Maybe there's a shark in the water, chantait la britannique V.V Brown à la fin de l'année 2009.

Mais avec le film de Christopher Ray L'Attaque Du Requin A Deux Têtes, soit Two Headed Shark Attack, stupidement rebaptisé Sharks pour sa prochaine exploitation vidéo dans notre beau pays en octobre, on sait d'avance qu'il y'en a un, à deux têtes, ou deux...à un corps. Christopher Ray ? me direz-vous ! Oui, Ray comme Olen-Ray, Fred de son prénom et papa du metteur en action de cette tragique histoire de requin bicéphale, affamé et colérique. Fred Olen-Ray, l’un des papes de la série B depuis trente ans aux côtés de Jim Wynorski. Fred Olen-Ray, lui-même responsable d’un récent et sympathique Sharktopus, remake inavoué du mirifique Apocalypse Dans L’Océan Rouge, film de monstre italien signé Lamberto Bava au début des années quatre-vingt. Mais l’on doit également à Fred Olen-Ray des titres subtils et émouvants tels que Bad Girl From Mars, Réponse Armée ou L’Invasion Des Cocons, un cinéaste ayant œuvré pour Roger Corman et autres moguls du petit budget californien.

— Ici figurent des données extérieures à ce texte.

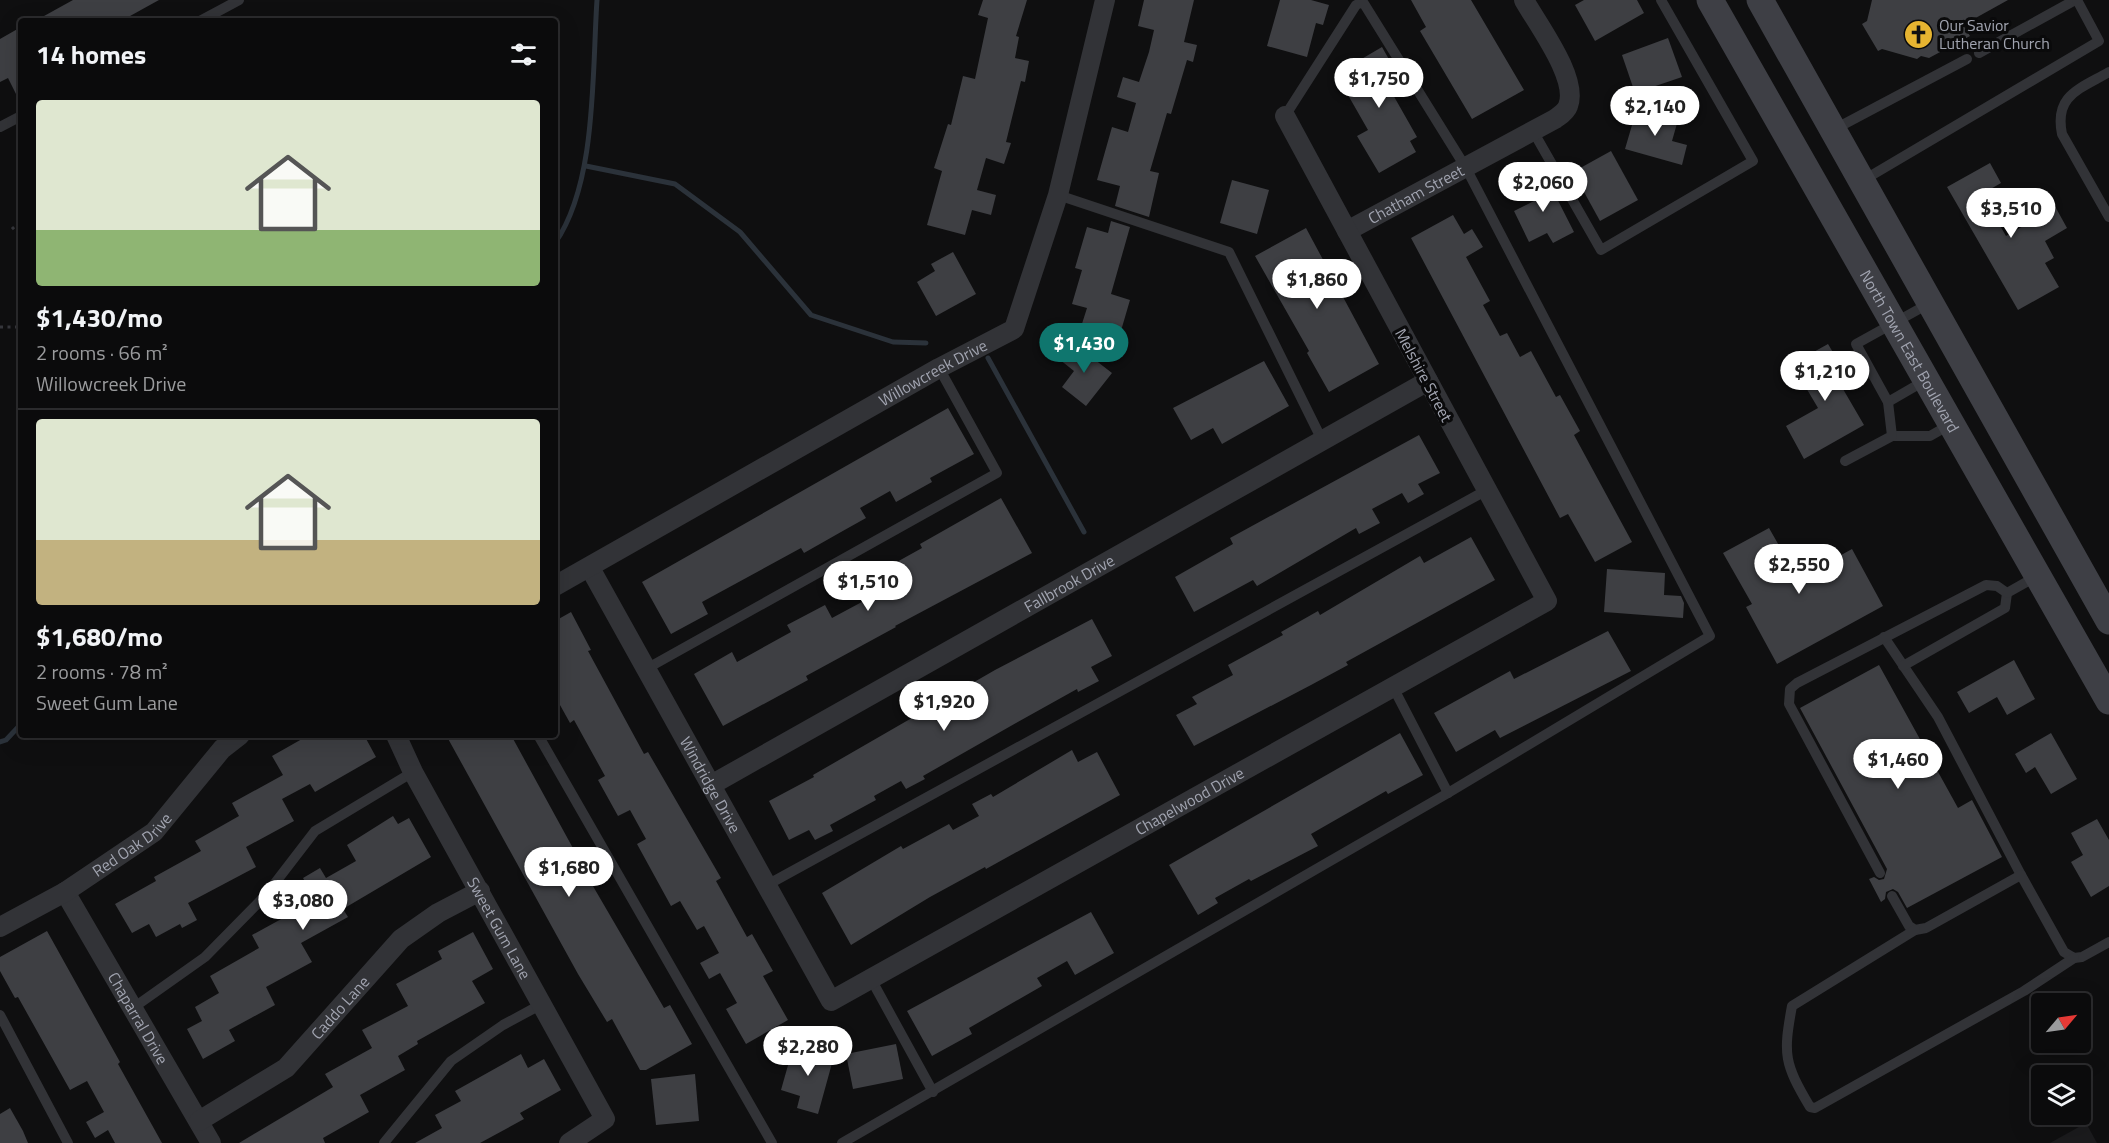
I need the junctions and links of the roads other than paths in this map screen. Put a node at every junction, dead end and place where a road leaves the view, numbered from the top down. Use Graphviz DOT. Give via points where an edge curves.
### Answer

L’hérédité n’étant plus à prouver, il apparaît clair que le fiston a hérité du syndrome paternel  puisqu’à trente-cinq ans, il est déjà l’auteur de Mega Shark Vs. Crocosaurus, Almighty Thor et tout dernièrement Shark Week, y aurait-il une passion pour le squale cachée derrière cette filmographie ?  Non, il s’agit surtout d’une collaboration avec les studios The Asylum, dirigés par David Michael Latt et qui portent définitivement bien leur nom.
Fêtant cette année son quinzième anniversaire, The Asylum est une maison de production spécialisée dans les mockbusters, ces films à tout petit budget surfant sur la vague des squatteurs de multiplexes boursouflés de dollars. On leur doit donc de nouvelles versions de Thor, Blanche-Neige, Battleship, World Invasion : Battle Los Angeles, Transformers et tant d’autres que les énumérer ici serait bien fastidieux.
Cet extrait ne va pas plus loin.